Esra Gökçe Şahin has completed her Ph.D. in social anthropology at Harvard University, with a secondary field in Critical Media Practice. She has been conducting research on performance, media, and creative industries with a focus on memory politics, semiotics and gender in Japan. Şahin taught undergraduate level courses on anthropology of media, digital platforms, and linguistic anthropology. She also taught graduate level courses on subjects as media, publicity, and gender performance in Japan. Additionally, Şahin is trained as a performer of traditional Japanese comedy, rakugo, and she held stage performances in various venues in Tokyo.As an ethnographic filmmaker, Şahin is interested in exploring the sensory modes of communication, memory and representation. Şahin has forthcoming articles based on the anthropological analysis of memory politics and gender in contemporary Japan, reflected through the critical lens of rakugo humor. She is also working on her book manuscript, Rakugo Humor: Memory Politics and Japan’s Urban Laughter.

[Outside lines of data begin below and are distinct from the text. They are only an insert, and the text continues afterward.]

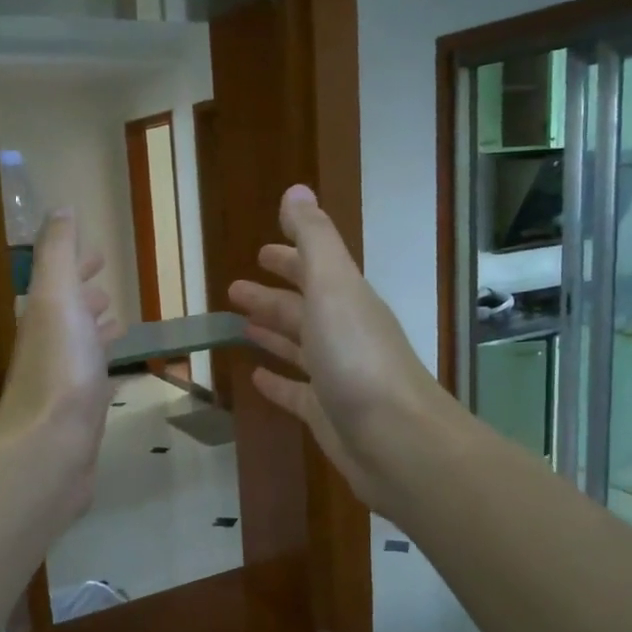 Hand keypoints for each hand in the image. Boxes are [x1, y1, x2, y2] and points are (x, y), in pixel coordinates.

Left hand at [0, 210, 120, 520]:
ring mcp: (65, 384)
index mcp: (44, 317)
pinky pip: (96, 382)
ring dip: (98, 333)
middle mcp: (50, 347)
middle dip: (87, 297)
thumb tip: (59, 208)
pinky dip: (107, 370)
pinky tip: (119, 377)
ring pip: (83, 348)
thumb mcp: (57, 298)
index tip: (99, 254)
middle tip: (108, 288)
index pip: (61, 282)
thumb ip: (59, 254)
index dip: (77, 266)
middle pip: (69, 315)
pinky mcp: (81, 416)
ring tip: (121, 325)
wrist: (49, 448)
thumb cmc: (59, 368)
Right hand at [228, 185, 446, 517]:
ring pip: (298, 348)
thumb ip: (314, 239)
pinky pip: (295, 392)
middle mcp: (343, 334)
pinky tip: (254, 377)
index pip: (314, 270)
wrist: (397, 441)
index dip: (289, 257)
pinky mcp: (326, 414)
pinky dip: (277, 381)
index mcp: (346, 300)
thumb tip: (296, 190)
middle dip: (272, 297)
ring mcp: (336, 376)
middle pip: (303, 309)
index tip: (261, 251)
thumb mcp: (333, 287)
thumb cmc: (359, 358)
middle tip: (235, 289)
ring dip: (272, 333)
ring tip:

Sirma Altun is a PhD candidate at the Department of Political Economy, The University of Sydney.Her research looks at the production of urban space in Hong Kong and Taipei, two global cities inAsia. She explores top-down and differential dynamics of global city formation inHong Kong and Taipei from spatial political economy perspective
Joel Andreas is a professor of sociology at Johns Hopkins University. He completed his Ph.D. in sociology at the University of California, Los Angeles. His research interests include political contention, social inequality, and social change in contemporary China. Andreas served as the director of the East Asian Studies Program at Johns Hopkins from 2011 to 2013. He teaches social theory at the undergraduate and graduate levels, as well as courses on political sociology and contemporary Chinese society. He has held visiting positions at the University of Sydney, the University of Adelaide, and Hong Kong University. His first book titled Rise of the red engineers: The Cultural Revolution and the origins of China’s new class was published by Stanford University Press in 2009. His second book, Disenfranchised: The rise and fall of industrial citizenship in China, was published by Oxford University Press in 2019.